SvennoJ said:
Still the best choice, but after Gaza that's all repeatedly proven lies. |
It's the classic dilemma of moderation: you either please everyone or no one and Biden finds himself trapped in the latter situation. I don't see a moral way out for Biden. The fact is that the public writ large isn't following the war closely and more or less just supports Israel on instinct and accordingly leans toward Trump's simplistic, racist position thereon that simply does not value Palestinian life, let alone sovereignty. But the people who are the most doggedly pro-Israel, as in to the point of being aggressively anti-Palestinian, in this country are evangelical Christians more than Jewish people. They have their own twisted theological end-times reasoning for their position.
Actual Jews (at least in this country) are mostly ideological liberals who voted for Biden by an overwhelming margin last time. Losing them is a matter of choice that has little to do with supporting everything Netanyahu's shrinking war cabinet does and authorizes and a lot more to with defending anti-Zionists, the BDS movement, and people morally equating the war to the Holocaust. That crowd should have no political home outside the margins and should not be validated.
But let's be real: Where Biden stands on the issues (especially ones of more secondary consideration to most voters, like the Israel-Gaza war) is practically immaterial in light of what we just saw yesterday. What we saw today from Biden was a scripted act (like the State of the Union Address). Last night was the unscripted version of the Democratic candidate for president. That's Biden's actual normative state. And that's the problem. People can't imagine him effectively managing the country for another four and a half years, which is what the ask is here. That is an endemic problem that's going to keep resurfacing. The only way to get rid of it is to nominate someone else at the convention. And that's what I think should be done. And it seems today that I am far from alone in that sentiment. In fact, such sentiment has now made its way to a New York Times Editorial Board collective call for Biden to drop out of the race, for example.

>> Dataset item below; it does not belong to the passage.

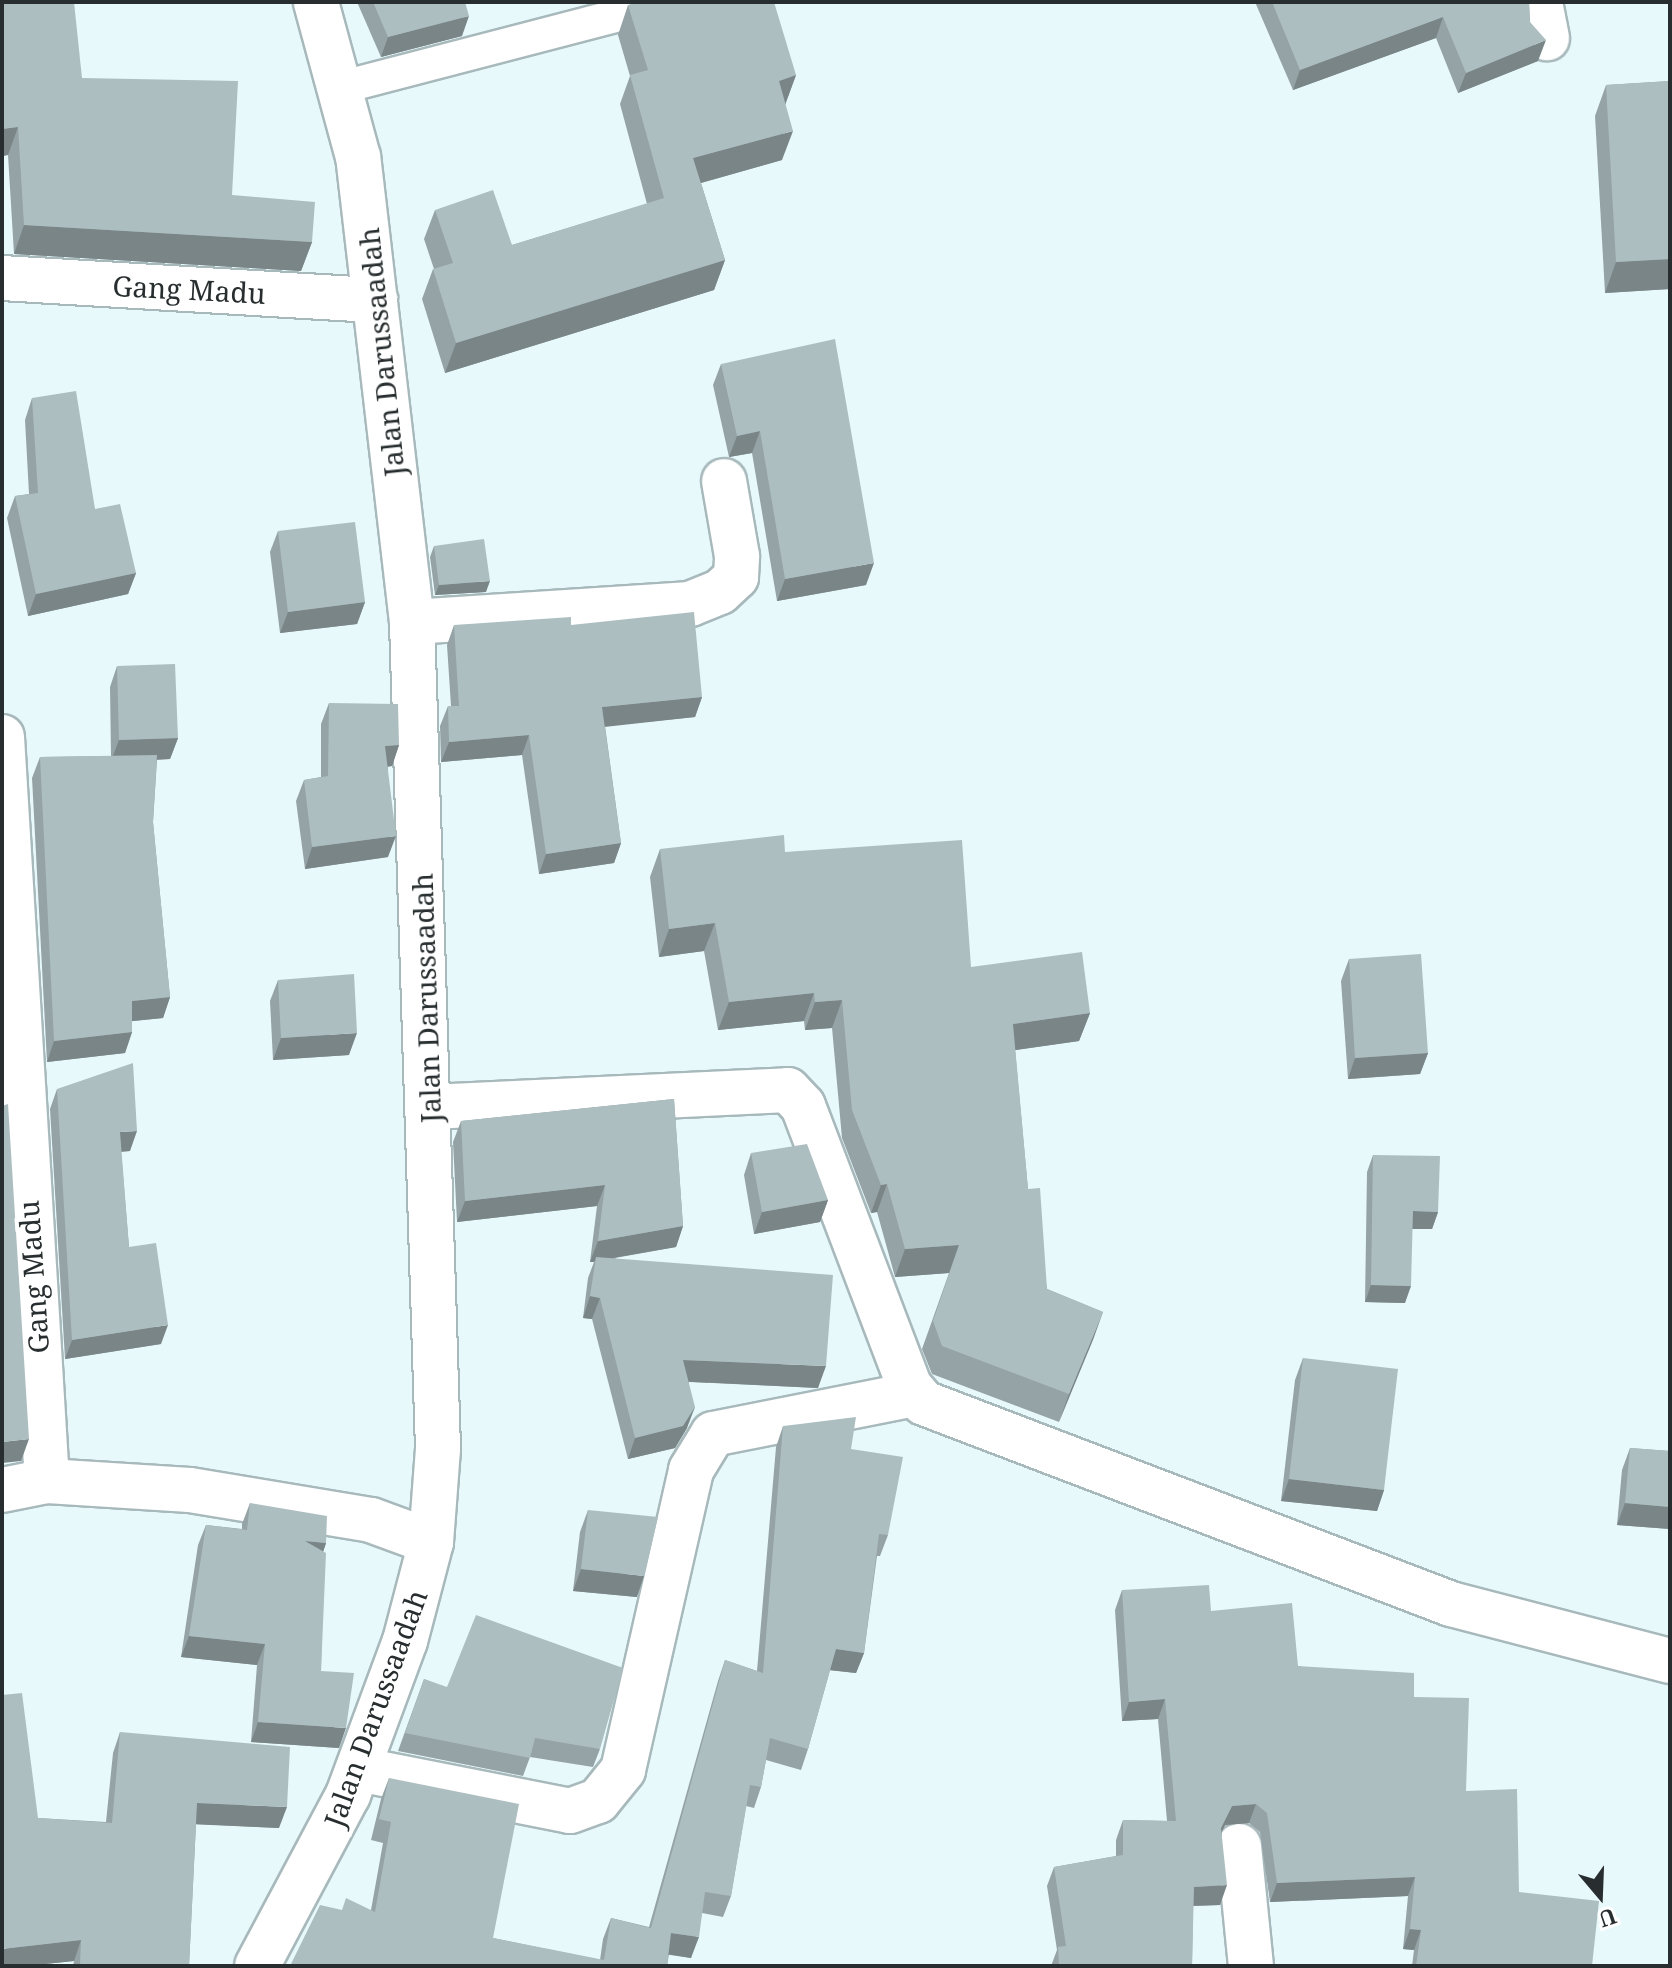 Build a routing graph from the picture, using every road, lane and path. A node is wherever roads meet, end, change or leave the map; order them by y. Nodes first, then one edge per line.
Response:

I marvel when people claim that only Biden can beat Trump and not only because I seriously doubt he can anymore. How about the most popular Democratic governor in the country, Kentucky Governor Andy Beshear, who enjoys a job approval rating of 65 percent in a ruby red state that gave Trump one of his biggest margins of victory? Kentucky perfectly exemplifies the kind of voters the Democrats used to win by landslide margins all the time but conversely struggle with the most of all today (a topic near and dear to my heart). Kentucky is coal country, especially in the east, which includes part of Appalachia. It's a very white, rural, working class state in long-term decline, the root cause of which is the long-term decline of coal and manufacturing jobs, which residents tend to blame on green politics and free trade policies that they associate specifically with the Democratic Party. Before the green politics takeover of the party in the 21st century though, the Democrats used to carry the state easily by running as supporters of labor. Lots of people with opioid problems there these days. Loads of Trump voters too. One of Trump's best states really. Like just generally, Appalachia in particular is the archetypal definition of Trump country. And there's a Democratic governor who's overwhelmingly popular there in 2024. Think about that. I could go into a spiel here about the importance of moderation on energy politics and gun control and of embracing a reasonable dosage of patriotism rather than the opposite to winning over more rural support and how the Democratic Party needs to shift course in that direction or else risk becoming an exclusively bourgeois party that only thinks it cares about working people, but that is a topic for another time (perhaps November 6th), but for our purposes here the important point is that the Democrats have far better options available to them than Biden should they prove willing to dare the brokered convention route (which they probably won't be). And I'm just throwing a name out there into the ether.